(Stored items)
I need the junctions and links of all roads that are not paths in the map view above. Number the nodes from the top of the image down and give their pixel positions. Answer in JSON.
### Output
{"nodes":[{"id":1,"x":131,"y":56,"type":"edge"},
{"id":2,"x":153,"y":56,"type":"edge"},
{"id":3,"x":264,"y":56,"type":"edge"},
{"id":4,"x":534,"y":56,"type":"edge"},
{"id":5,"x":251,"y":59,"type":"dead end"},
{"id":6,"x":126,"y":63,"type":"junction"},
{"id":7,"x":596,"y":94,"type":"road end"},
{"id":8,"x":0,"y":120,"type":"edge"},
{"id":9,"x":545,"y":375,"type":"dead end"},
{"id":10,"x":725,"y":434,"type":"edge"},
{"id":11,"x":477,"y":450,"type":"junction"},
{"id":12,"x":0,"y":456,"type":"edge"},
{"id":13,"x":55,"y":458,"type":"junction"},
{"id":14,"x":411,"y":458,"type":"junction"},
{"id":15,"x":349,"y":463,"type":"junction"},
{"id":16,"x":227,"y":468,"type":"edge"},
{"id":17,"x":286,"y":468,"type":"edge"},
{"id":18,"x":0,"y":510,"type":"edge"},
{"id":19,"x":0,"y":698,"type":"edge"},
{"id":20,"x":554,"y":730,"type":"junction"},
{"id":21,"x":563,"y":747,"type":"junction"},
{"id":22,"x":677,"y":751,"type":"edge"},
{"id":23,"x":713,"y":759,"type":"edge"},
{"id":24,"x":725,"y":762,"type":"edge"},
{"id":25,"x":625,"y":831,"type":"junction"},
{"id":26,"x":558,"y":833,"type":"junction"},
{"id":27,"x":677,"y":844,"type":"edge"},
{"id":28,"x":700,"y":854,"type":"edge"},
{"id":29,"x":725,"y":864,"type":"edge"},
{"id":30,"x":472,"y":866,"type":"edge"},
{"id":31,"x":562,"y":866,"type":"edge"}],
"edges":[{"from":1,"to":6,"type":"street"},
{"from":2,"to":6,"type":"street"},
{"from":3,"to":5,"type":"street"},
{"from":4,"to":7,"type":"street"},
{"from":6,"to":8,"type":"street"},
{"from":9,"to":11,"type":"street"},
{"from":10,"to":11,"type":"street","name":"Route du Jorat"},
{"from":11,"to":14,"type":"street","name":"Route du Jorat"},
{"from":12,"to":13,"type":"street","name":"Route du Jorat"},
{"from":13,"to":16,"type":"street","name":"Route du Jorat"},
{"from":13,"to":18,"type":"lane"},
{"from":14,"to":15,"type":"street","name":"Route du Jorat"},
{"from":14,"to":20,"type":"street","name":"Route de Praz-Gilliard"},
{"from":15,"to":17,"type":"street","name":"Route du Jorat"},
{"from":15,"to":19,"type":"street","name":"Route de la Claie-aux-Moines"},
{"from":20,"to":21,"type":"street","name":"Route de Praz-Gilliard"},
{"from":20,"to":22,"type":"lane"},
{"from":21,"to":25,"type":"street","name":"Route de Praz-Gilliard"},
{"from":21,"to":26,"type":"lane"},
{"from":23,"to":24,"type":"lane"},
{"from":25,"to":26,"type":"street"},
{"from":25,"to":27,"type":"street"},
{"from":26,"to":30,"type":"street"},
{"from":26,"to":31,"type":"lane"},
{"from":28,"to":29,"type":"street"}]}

• [The task] Search the records for the string "Praz" and, wherever a line contains it, please copy that line.

• [Exercise solution]
{"from":14,"to":20,"type":"street","name":"Route de Praz-Gilliard"},
{"from":20,"to":21,"type":"street","name":"Route de Praz-Gilliard"},
{"from":21,"to":25,"type":"street","name":"Route de Praz-Gilliard"},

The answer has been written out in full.